Task to complete —
Look through the data for the string "highway". Copy every line where it is found.

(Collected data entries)
Segment Open

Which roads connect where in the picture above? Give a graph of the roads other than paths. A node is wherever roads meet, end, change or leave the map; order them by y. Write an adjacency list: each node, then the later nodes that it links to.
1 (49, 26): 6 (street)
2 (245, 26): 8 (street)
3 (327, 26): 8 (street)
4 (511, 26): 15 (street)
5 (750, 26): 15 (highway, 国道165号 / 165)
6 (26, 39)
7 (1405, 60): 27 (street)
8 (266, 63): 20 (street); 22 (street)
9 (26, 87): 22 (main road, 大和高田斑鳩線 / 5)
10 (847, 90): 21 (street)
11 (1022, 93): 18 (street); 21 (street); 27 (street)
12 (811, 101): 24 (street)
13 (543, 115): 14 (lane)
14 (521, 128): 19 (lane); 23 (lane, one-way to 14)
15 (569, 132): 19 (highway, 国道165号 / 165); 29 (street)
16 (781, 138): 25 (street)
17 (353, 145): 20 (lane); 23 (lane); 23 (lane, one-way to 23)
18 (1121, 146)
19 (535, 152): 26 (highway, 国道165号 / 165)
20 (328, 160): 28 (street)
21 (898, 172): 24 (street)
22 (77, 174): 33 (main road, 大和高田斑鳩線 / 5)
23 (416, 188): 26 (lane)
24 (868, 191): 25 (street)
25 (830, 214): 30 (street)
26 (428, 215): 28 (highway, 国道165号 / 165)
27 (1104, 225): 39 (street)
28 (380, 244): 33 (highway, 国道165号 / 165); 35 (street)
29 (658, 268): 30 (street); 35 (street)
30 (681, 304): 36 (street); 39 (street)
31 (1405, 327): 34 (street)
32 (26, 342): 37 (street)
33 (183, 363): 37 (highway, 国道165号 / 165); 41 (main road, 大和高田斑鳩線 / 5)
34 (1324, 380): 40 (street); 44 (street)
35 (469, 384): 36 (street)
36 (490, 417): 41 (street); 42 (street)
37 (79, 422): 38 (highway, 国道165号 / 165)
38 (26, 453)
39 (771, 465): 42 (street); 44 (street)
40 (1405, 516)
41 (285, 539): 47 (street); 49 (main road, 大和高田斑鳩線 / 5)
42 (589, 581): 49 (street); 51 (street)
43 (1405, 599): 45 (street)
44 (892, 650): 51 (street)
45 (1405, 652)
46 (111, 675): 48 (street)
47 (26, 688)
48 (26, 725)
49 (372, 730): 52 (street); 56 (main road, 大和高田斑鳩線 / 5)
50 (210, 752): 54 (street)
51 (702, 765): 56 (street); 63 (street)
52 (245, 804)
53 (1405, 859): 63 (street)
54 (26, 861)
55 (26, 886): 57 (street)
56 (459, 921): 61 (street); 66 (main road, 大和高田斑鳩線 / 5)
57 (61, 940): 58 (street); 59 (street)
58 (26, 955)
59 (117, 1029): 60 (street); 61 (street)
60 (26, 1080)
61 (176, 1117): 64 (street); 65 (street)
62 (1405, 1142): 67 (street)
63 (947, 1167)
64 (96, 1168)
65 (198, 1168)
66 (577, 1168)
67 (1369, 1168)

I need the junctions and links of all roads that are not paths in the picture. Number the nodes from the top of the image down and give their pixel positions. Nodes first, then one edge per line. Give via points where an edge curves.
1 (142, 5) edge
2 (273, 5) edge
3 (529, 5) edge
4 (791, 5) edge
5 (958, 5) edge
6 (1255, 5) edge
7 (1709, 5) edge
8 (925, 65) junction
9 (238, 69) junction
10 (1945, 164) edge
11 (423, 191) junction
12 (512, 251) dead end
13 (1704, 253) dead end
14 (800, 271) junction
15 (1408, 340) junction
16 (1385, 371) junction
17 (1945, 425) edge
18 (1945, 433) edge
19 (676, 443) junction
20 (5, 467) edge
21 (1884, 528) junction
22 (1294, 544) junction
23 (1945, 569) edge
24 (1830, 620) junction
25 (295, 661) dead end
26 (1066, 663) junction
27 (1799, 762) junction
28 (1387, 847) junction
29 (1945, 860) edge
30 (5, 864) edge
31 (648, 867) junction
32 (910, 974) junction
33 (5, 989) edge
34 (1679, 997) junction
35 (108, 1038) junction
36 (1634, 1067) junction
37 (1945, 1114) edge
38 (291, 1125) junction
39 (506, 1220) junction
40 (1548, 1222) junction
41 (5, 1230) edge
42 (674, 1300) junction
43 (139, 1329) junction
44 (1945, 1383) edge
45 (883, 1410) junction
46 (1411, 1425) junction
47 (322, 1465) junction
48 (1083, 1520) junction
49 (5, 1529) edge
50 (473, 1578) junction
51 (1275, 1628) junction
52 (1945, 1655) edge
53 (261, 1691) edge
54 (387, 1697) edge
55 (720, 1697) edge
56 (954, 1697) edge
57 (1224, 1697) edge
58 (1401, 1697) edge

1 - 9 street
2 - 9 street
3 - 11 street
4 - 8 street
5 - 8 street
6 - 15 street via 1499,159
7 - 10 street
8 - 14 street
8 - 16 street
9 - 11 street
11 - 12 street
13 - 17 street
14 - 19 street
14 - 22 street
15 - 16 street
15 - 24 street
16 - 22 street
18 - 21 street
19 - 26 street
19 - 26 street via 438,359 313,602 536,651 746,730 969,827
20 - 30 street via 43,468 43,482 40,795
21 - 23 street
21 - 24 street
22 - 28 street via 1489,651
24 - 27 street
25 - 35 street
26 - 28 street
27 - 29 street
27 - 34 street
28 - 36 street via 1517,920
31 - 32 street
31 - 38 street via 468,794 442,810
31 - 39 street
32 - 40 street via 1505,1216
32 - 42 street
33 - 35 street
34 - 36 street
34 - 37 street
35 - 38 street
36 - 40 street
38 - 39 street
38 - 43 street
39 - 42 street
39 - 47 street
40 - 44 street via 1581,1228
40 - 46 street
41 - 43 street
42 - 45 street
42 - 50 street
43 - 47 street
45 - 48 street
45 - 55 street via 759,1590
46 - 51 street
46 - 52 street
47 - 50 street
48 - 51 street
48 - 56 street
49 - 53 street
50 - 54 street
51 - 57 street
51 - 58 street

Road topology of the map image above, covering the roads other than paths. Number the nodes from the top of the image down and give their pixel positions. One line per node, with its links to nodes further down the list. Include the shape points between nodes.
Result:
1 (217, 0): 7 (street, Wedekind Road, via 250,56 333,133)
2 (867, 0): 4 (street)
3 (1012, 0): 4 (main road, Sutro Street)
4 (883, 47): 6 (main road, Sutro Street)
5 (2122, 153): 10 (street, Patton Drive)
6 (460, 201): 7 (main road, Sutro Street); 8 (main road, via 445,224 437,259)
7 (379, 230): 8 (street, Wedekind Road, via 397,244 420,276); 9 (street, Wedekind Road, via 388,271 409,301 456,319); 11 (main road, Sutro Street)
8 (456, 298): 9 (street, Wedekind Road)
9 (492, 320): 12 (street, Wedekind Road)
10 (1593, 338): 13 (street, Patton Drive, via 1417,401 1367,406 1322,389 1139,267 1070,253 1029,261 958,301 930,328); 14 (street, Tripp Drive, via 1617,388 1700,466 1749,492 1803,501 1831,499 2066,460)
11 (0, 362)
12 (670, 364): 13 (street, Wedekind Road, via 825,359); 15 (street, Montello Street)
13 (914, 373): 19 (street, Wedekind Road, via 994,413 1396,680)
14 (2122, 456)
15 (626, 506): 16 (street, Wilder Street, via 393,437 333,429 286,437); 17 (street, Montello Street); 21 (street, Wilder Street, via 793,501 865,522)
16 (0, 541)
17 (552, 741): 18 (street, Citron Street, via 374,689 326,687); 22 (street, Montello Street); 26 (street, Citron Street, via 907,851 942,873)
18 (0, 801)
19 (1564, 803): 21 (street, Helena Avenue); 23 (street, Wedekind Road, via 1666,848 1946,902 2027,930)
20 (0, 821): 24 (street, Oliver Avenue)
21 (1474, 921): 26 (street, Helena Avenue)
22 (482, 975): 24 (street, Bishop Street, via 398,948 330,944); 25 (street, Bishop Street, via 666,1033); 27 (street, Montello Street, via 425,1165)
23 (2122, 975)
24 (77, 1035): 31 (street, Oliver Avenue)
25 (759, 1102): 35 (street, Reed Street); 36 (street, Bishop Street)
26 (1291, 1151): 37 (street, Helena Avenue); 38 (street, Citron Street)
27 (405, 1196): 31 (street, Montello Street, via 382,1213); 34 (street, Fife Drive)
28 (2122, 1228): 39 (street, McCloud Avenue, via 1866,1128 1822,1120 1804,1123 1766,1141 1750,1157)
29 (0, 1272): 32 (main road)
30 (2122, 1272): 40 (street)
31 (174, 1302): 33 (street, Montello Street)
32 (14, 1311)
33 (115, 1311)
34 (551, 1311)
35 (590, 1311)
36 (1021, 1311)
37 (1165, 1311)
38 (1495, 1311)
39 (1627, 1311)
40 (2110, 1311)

Segment Closed

Result below —
5 (750, 26): 15 (highway, 国道165号 / 165)
15 (569, 132): 19 (highway, 国道165号 / 165); 29 (street)
19 (535, 152): 26 (highway, 国道165号 / 165)
26 (428, 215): 28 (highway, 国道165号 / 165)
28 (380, 244): 33 (highway, 国道165号 / 165); 35 (street)
33 (183, 363): 37 (highway, 国道165号 / 165); 41 (main road, 大和高田斑鳩線 / 5)
37 (79, 422): 38 (highway, 国道165号 / 165)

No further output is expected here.